Frans Terryn (Belgija/Belgium)

At the holy spring
a pilgrim treats his dog
to a swig of water.

Na svetom izvoru
hodočasnik časti svog psa
gutljajom vode.

Translated by Boris Nazansky

Saša Važić (Srbija/Serbia)

dried up source ...
the moon's reflection
bounces back

presahli izvor …
mjesečev se odsjaj
vraća natrag

Translated by the author

Branka Vojinović Jegdić (Crna Gora/Montenegro)
planinski izvor –
pijem gutljaj po gutljaj
utrnulih zuba

a mountain source–
I drink sip by sip
my teeth numb

Translated by ĐVR

Julie Warther (SAD/USA)

rain garden
searching for the source
of the reflection

kišni vrt
tražim izvor

Translated by Boris Nazansky
Croatian Abassador, Djurdja Vukelić Rozić

Rodney Williams, Australia UHTS Ambassador.

Exciting news from Down Under relates to a pair of anthologies: one currently in preparation, the other recently released; the first focusing on tanka, the second on haiku; both involving work by poets from either side of the Tasman Sea.
100 Tanka by 100 Poets of Australia and New Zealand has been edited by Amelia Fielden, Beverley George (Aust.), and Patricia Prime (NZ).

With a cover design by Ron C. Moss, and with a foreword by Kiyoko Ogawa (co-editor of Poetry Nippon), the publication features a single tanka by each of 76 Australians and 24 New Zealanders. Able to be ordered online through Ginninderra Press (www.ginninderrapress.com.au), the new collection takes its model from the Ogura Hyakunin Isshu (100 Poems by 100 Poets) edited by Fujiwara no Teika (Sadaie) circa 1235.
Already in print, this southern hemisphere-based tanka anthology will be promoted through a pair of launches in Australia early next year.

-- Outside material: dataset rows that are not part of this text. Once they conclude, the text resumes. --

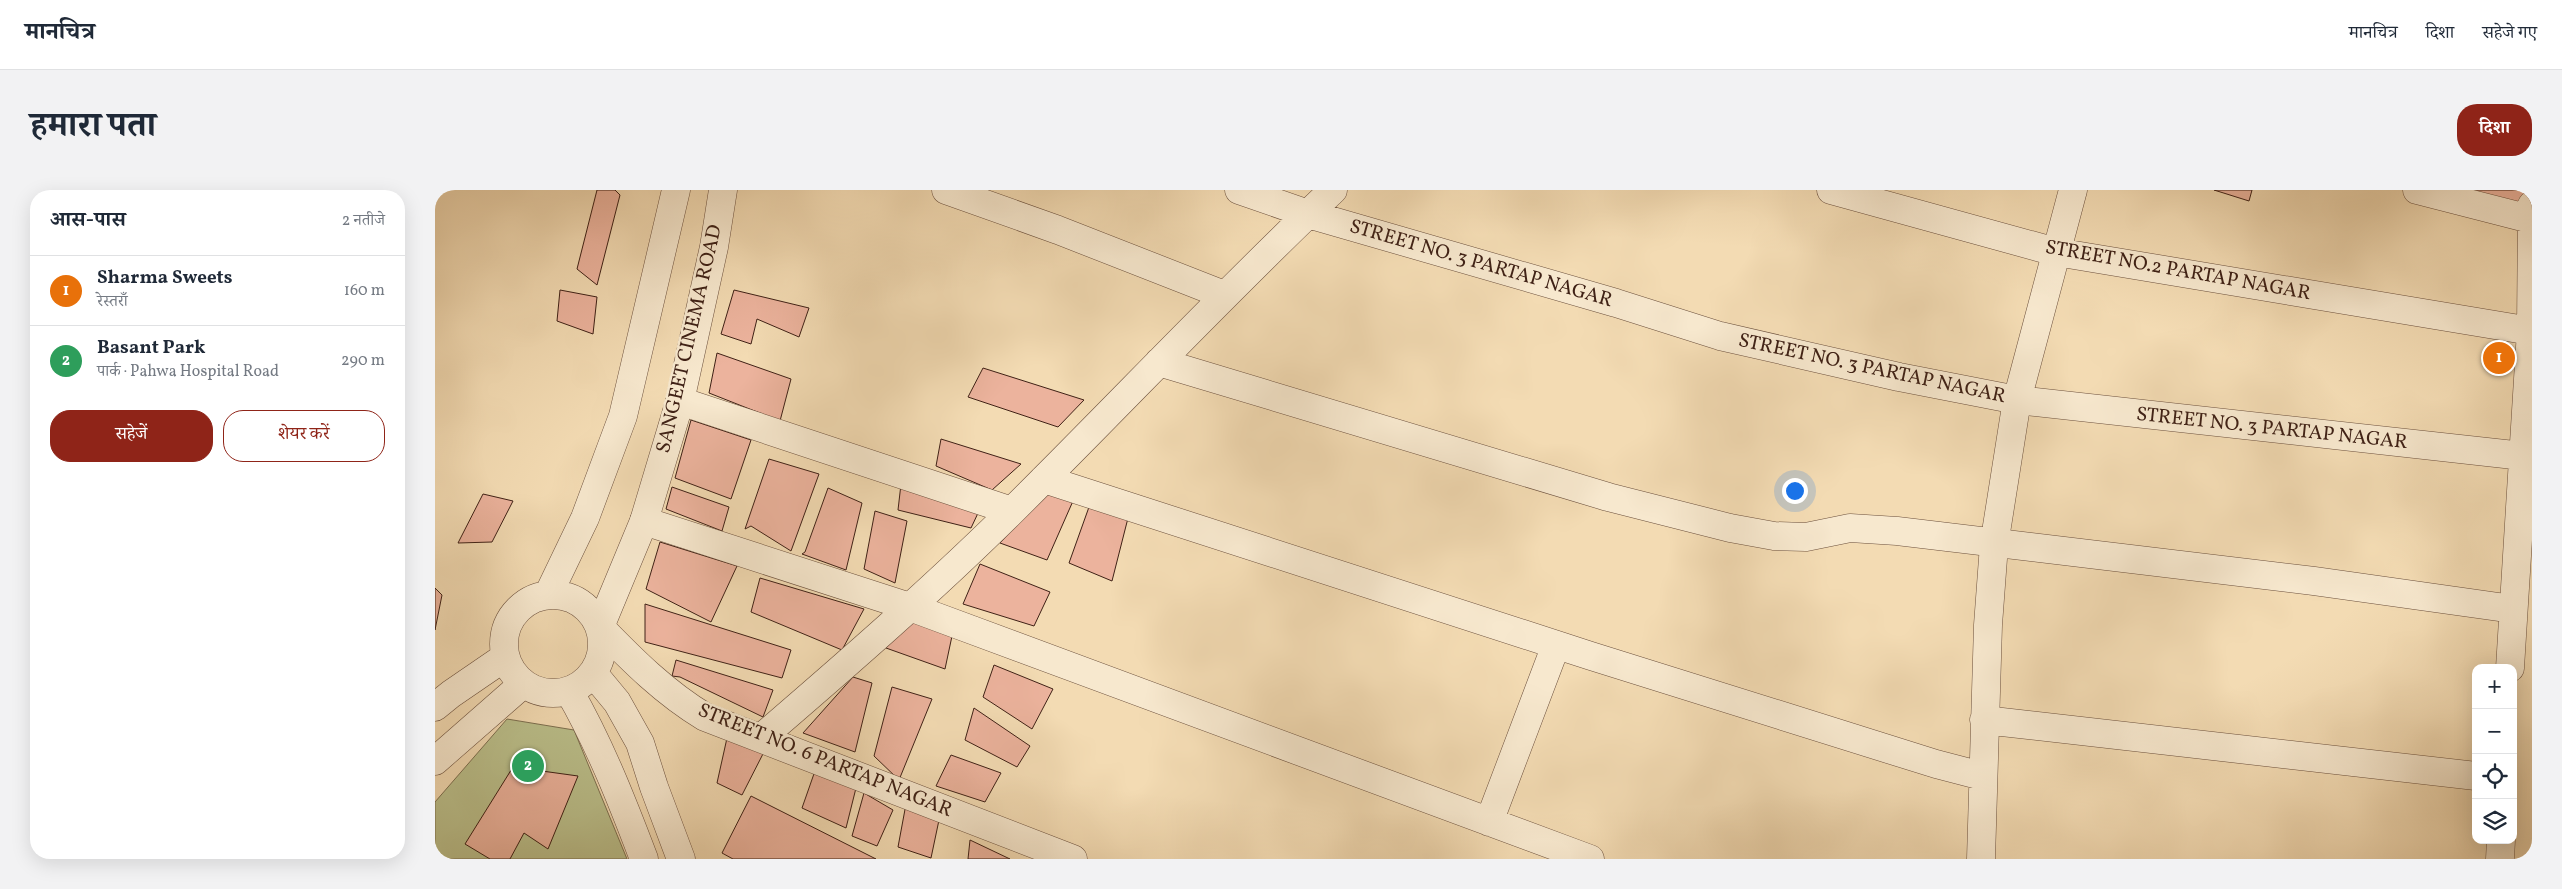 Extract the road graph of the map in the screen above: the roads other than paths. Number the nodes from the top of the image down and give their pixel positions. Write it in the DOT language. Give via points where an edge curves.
graph roads {
  1 [pos="676,190"];
  2 [pos="723,190"];
  3 [pos="946,190"];
  4 [pos="1239,190"];
  5 [pos="1333,190"];
  6 [pos="1831,190"];
  7 [pos="2073,190"];
  8 [pos="2417,190"];
  9 [pos="2531,212"];
  10 [pos="1308,214"];
  11 [pos="2056,252"];
  12 [pos="1223,295"];
  13 [pos="2531,331"];
  14 [pos="1159,362"];
  15 [pos="2017,400"];
  16 [pos="680,401"];
  17 [pos="2523,456"];
  18 [pos="1043,479"];
  19 [pos="1012,511"];
  20 [pos="644,522"];
  21 [pos="1995,545"];
  22 [pos="548,595"];
  23 [pos="910,607"];
  24 [pos="2513,609"];
  25 [pos="600,627"];
  26 [pos="1555,644"];
  27 [pos="505,658"];
  28 [pos="2509,664"];
  29 [pos="593,673"];
  30 [pos="523,684"];
  31 [pos="569,691"];
  32 [pos="435,707"];
  33 [pos="1984,720"];
  34 [pos="761,738"];
  35 [pos="435,761"];
  36 [pos="1983,776"];
  37 [pos="2472,776"];
  38 [pos="1489,822"];
  39 [pos="2501,844"];
  40 [pos="644,859"];
  41 [pos="681,859"];
  42 [pos="1073,859"];
  43 [pos="1589,859"];
  44 [pos="1981,859"];
  45 [pos="2500,859"];
  1 -- 22 [label="street" via="623,416 585,518"];
  2 -- 16 [label="street, SANGEET CINEMA ROAD" via="714,247"];
  3 -- 12 [label="street"];
  4 -- 10 [label="street, STREET NO. 3 PARTAP NAGAR"];
  5 -- 10 [label="street"];
  6 -- 11 [label="street, STREET NO.2 PARTAP NAGAR"];
  7 -- 11 [label="street"];
  8 -- 9 [label="street"];
  9 -- 13 [label="street"];
  10 -- 12 [label="street"];
  10 -- 15 [label="street, STREET NO. 3 PARTAP NAGAR" via="1721,336 1827,362"];
  11 -- 13 [label="street, STREET NO.2 PARTAP NAGAR"];
  11 -- 15 [label="street"];
  12 -- 14 [label="street"];
  13 -- 17 [label="street"];
  14 -- 18 [label="street"];
  14 -- 21 [label="street" via="1608,497 1730,528 1774,536 1805,537 1850,528"];
  15 -- 17 [label="street, STREET NO. 3 PARTAP NAGAR"];
  15 -- 21 [label="street"];
  16 -- 19 [label="street"];
  16 -- 20 [label="street, SANGEET CINEMA ROAD"];
  17 -- 24 [label="street"];
  18 -- 19 [label="street"];
  18 -- 26 [label="street"];
  19 -- 23 [label="street"];
  20 -- 23 [label="street"];
  20 -- 25 [label="street, SANGEET CINEMA ROAD"];
  21 -- 24 [label="street" via="2314,581"];
  21 -- 33 [label="street"];
  22 -- 25 [label="street" via="565,596 580,602"];
  22 -- 27 [label="street" via="531,599 517,609 507,624 503,640"];
  23 -- 34 [label="street"];
  23 -- 38 [label="street"];
  24 -- 28 [label="street"];
  25 -- 29 [label="street" via="603,642 601,658"];
  25 -- 34 [label="street, STREET NO. 6 PARTAP NAGAR" via="634,662 687,706 705,717"];
  26 -- 36 [label="street"];
  26 -- 38 [label="street"];
  27 -- 30 [label="street" via="511,672"];
  27 -- 32 [label="street"];
  29 -- 31 [label="street" via="583,684"];
  29 -- 41 [label="street" via="617,702 640,743 653,788"];
  30 -- 31 [label="street" via="553,694"];
  30 -- 35 [label="street"];
  31 -- 40 [label="street" via="607,764"];
  33 -- 36 [label="street"];
  33 -- 37 [label="street"];
  34 -- 42 [label="street, STREET NO. 6 PARTAP NAGAR"];
  36 -- 44 [label="street"];
  38 -- 43 [label="street"];
  39 -- 45 [label="street"];
} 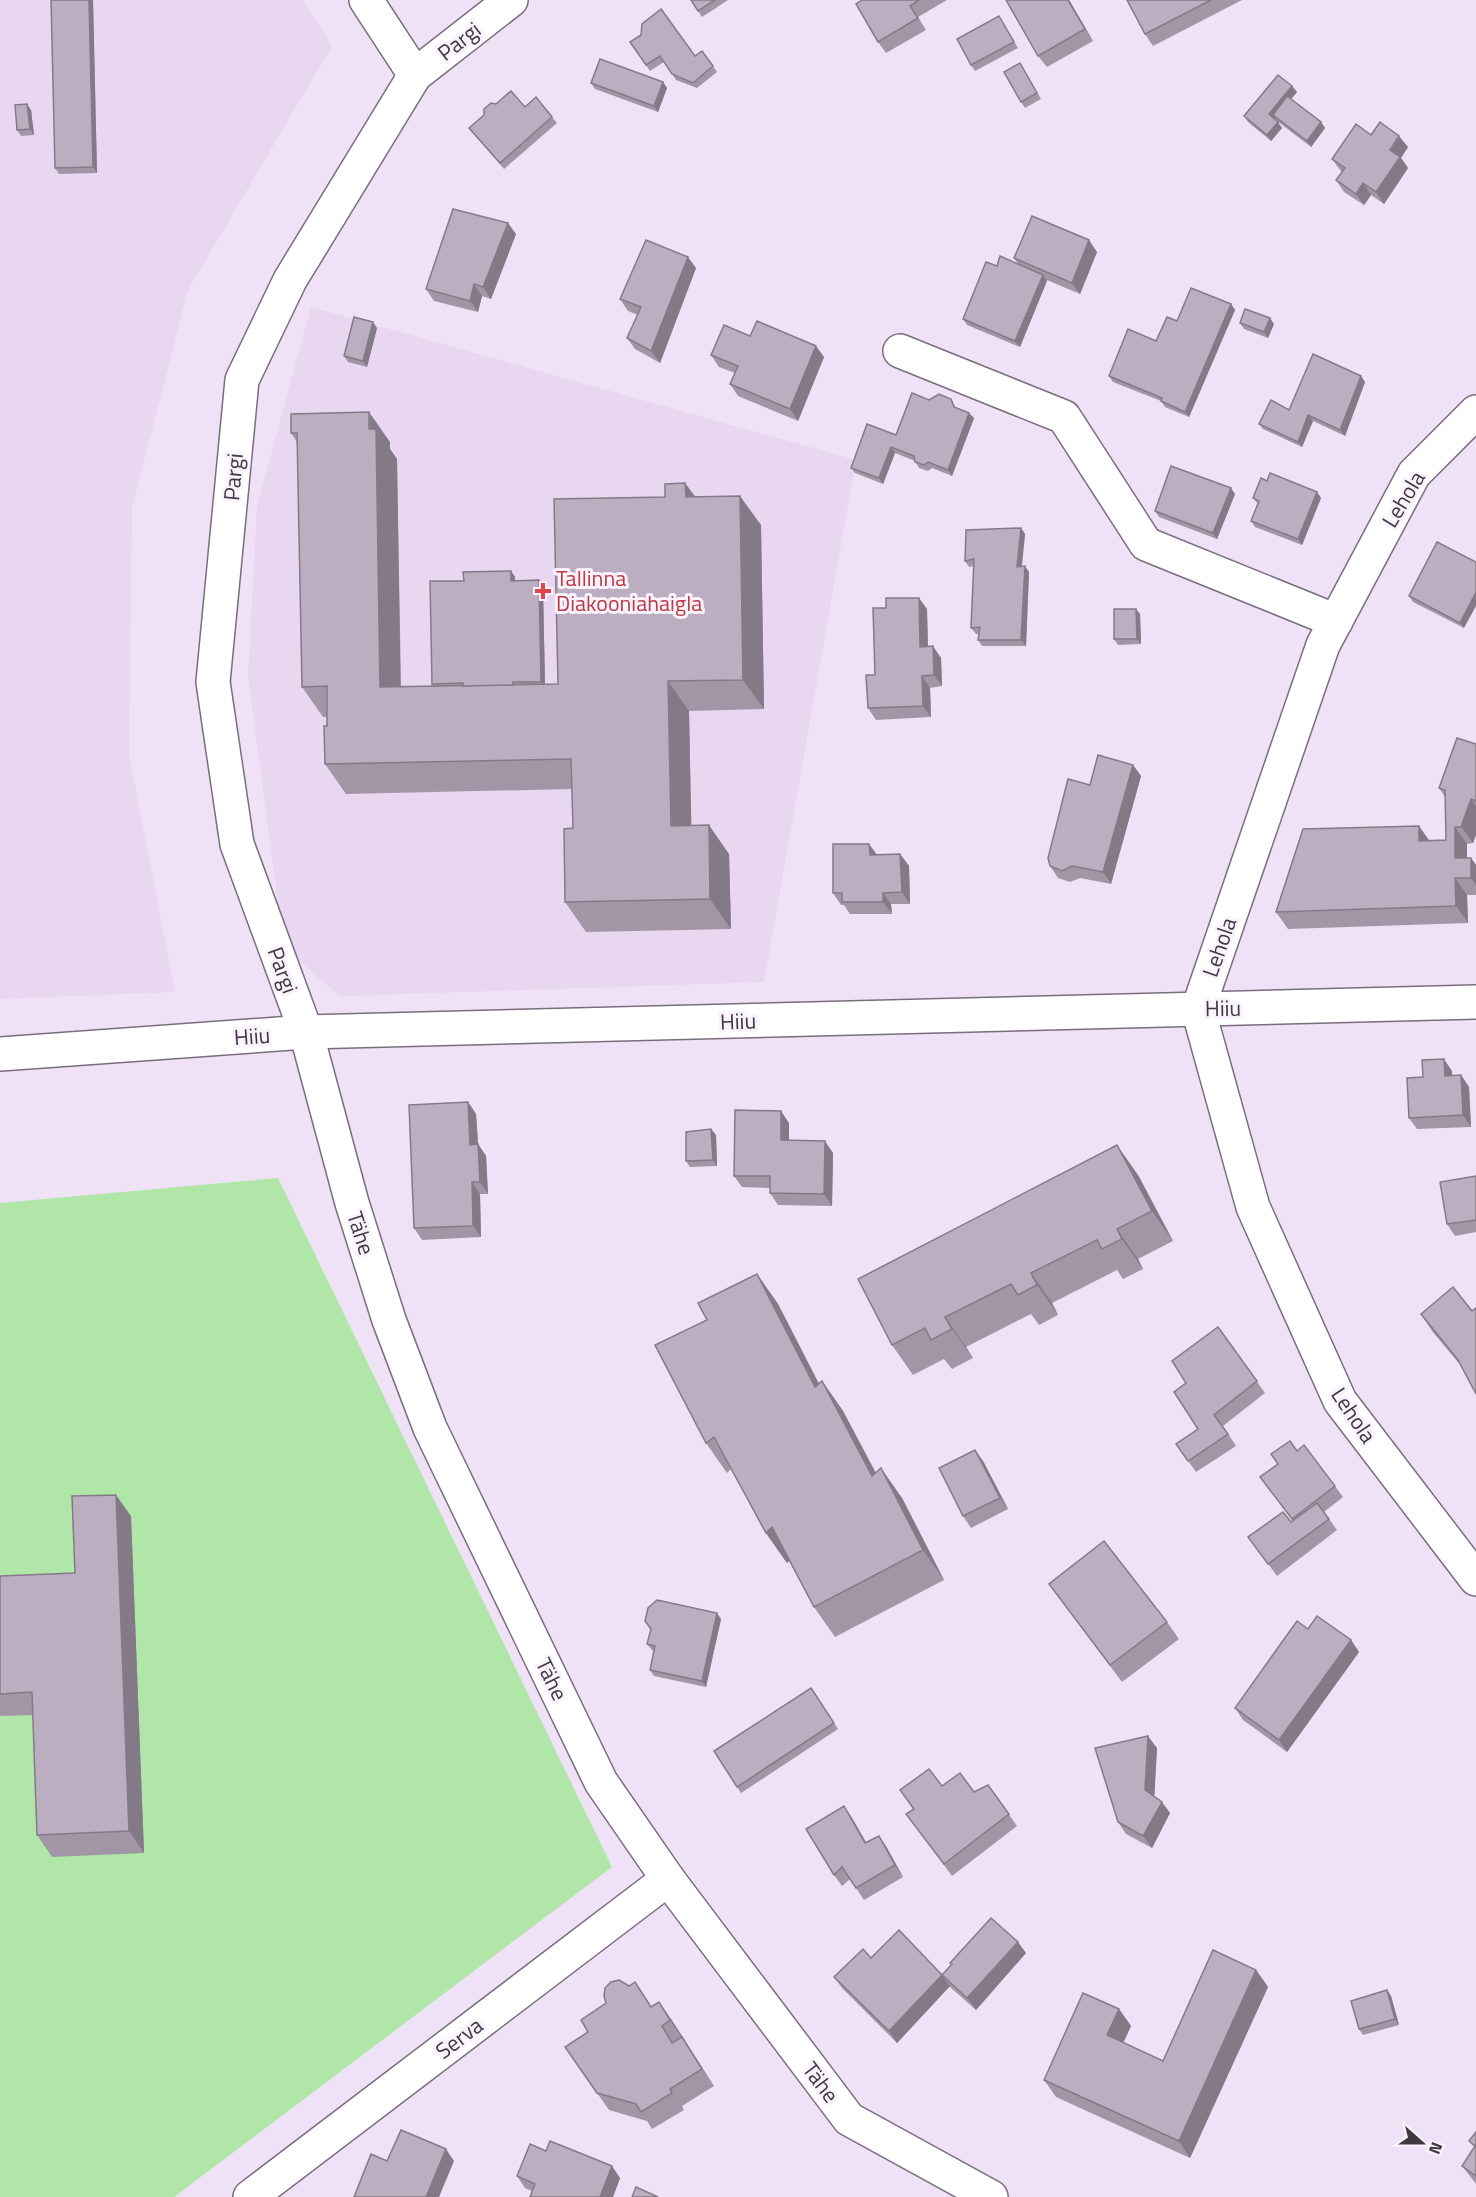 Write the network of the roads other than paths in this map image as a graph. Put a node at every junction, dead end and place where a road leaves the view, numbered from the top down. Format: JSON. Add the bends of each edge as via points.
{"nodes":[{"id":1,"x":366,"y":0,"type":"edge"},
{"id":2,"x":511,"y":0,"type":"edge"},
{"id":3,"x":415,"y":75,"type":"junction"},
{"id":4,"x":900,"y":351,"type":"dead end"},
{"id":5,"x":1476,"y":412,"type":"edge"},
{"id":6,"x":1336,"y":621,"type":"junction"},
{"id":7,"x":1476,"y":1002,"type":"edge"},
{"id":8,"x":1198,"y":1009,"type":"junction"},
{"id":9,"x":306,"y":1032,"type":"junction"},
{"id":10,"x":0,"y":1054,"type":"edge"},
{"id":11,"x":1476,"y":1579,"type":"edge"},
{"id":12,"x":668,"y":1880,"type":"junction"},
{"id":13,"x":250,"y":2197,"type":"edge"},
{"id":14,"x":991,"y":2197,"type":"edge"}],
"edges":[{"from":1,"to":3,"type":"street"},
{"from":2,"to":3,"type":"street","name":"Pargi"},
{"from":3,"to":9,"type":"street","name":"Pargi","via":[[290,280],[242,380],[213,682],[237,844]]},
{"from":4,"to":6,"type":"street","via":[[1064,417],[1146,544]]},
{"from":5,"to":6,"type":"street","name":"Lehola","via":[[1414,474]]},
{"from":6,"to":8,"type":"street","name":"Lehola","via":[[1323,645]]},
{"from":7,"to":8,"type":"street","name":"Hiiu"},
{"from":8,"to":9,"type":"street","name":"Hiiu"},
{"from":8,"to":11,"type":"street","name":"Lehola","via":[[1252,1207],[1340,1401]]},
{"from":9,"to":10,"type":"street","name":"Hiiu"},
{"from":9,"to":12,"type":"street","name":"Tähe","via":[[352,1203],[389,1320],[430,1428],[601,1782]]},
{"from":12,"to":13,"type":"street","name":"Serva"},
{"from":12,"to":14,"type":"street","name":"Tähe","via":[[849,2119]]}]} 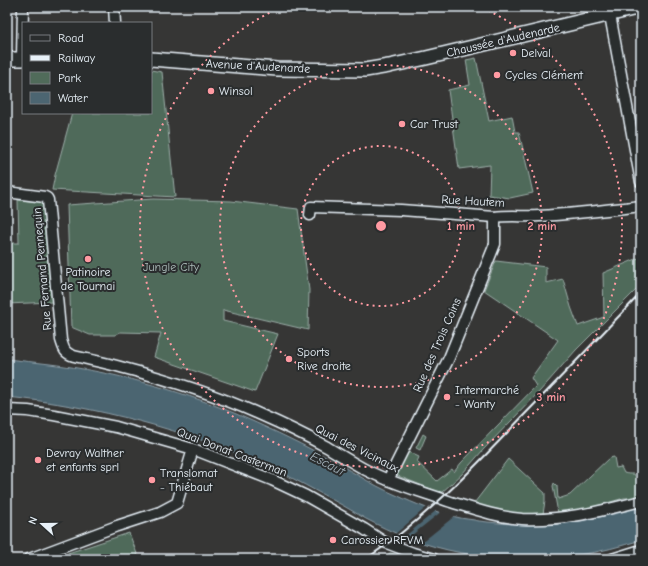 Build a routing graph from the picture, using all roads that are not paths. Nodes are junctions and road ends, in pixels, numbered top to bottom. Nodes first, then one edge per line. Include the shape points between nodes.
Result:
1 (23, 7) edge
2 (114, 7) edge
3 (641, 7) edge
4 (617, 11) edge
5 (23, 22) edge
6 (115, 22) edge
7 (7, 59) edge
8 (22, 59) edge
9 (152, 59) edge
10 (365, 70) joint
11 (641, 182) edge
12 (7, 192) edge
13 (641, 206) edge
14 (310, 215) dead end
15 (495, 217) junction
16 (68, 354) joint
17 (7, 410) edge
18 (193, 449) junction
19 (388, 480) junction
20 (641, 501) edge
21 (641, 550) edge
22 (412, 556) edge
23 (29, 559) edge
24 (434, 559) edge
25 (612, 559) edge

1 - 5 street
2 - 6 street
3 - 4 main road, Chaussée d'Audenarde
4 - 10 main road, Chaussée d'Audenarde via 426,58
4 - 11 street
7 - 8 main road
9 - 10 main road, Avenue d'Audenarde via 277,69
12 - 16 street, Rue Fernand Pennequin via 45,197 48,200 61,340
13 - 15 street, Rue Hautem via 538,216
14 - 15 street, Rue Hautem via 311,207 319,207
15 - 19 street, Rue des Trois Coins via 495,244 449,358
16 - 19 street, Quai des Vicinaux via 176,382 234,403 304,435
17 - 18 street, Quai Donat Casterman via 54,415 116,427
18 - 22 street, Quai Donat Casterman via 306,496
18 - 23 street via 177,503 160,512
19 - 20 street, Quai des Vicinaux via 476,510 521,518 577,515
21 - 25 street
22 - 24 street, Quai Donat Casterman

The first of these events will take place in Sydney on Sunday, 16 February. Further details could be obtained from Beverley George (beverleygeorge@idx.com.au).

The second launch of 100 Tanka will take place in Canberra on Wednesday, 5 March. Noriko Tanaka – a Japanese poet and scholar who specialises in studies of the Man ’yousha – will be travelling from Osaka for this launch. Amelia Fielden (anafielden@hotmail.com) would provide further information.
Meanwhile, a second anthology of work by poets from Australia and New Zealand – this time focusing on haiku – is also under production through Paper Wasp.

To be edited by Jacqui Murray and Katherine Samuelowicz, this publication will celebrate the life of the late John Knight.
Haiku poets from the two countries involved who happen to be living overseas at present are still most welcome to contribute.
Up to ten haiku may be submitted, whether new or previously published. Details must be provided about prior publication or any prizes won by the poems offered. A brief biographical note (50 words maximum) must also be included with each contribution.
Electronic submissions – as well as enquiries about payment methods – can be emailed to Jacqui Murray (jacquimurray@bigpond.com). The entry fee is $10 AUD.
Please bear in mind that the timeline for submissions is very short, however, with the deadline of 20 October, 2013 fast approaching!

As a result of producing this new Australian/ New Zealand haiku anthology, Paper Wasp regrets that it will not be able to sponsor the Janice M Bostok Haiku Award in 2013. Yet its editors pledge that this popular competition will return in 2014.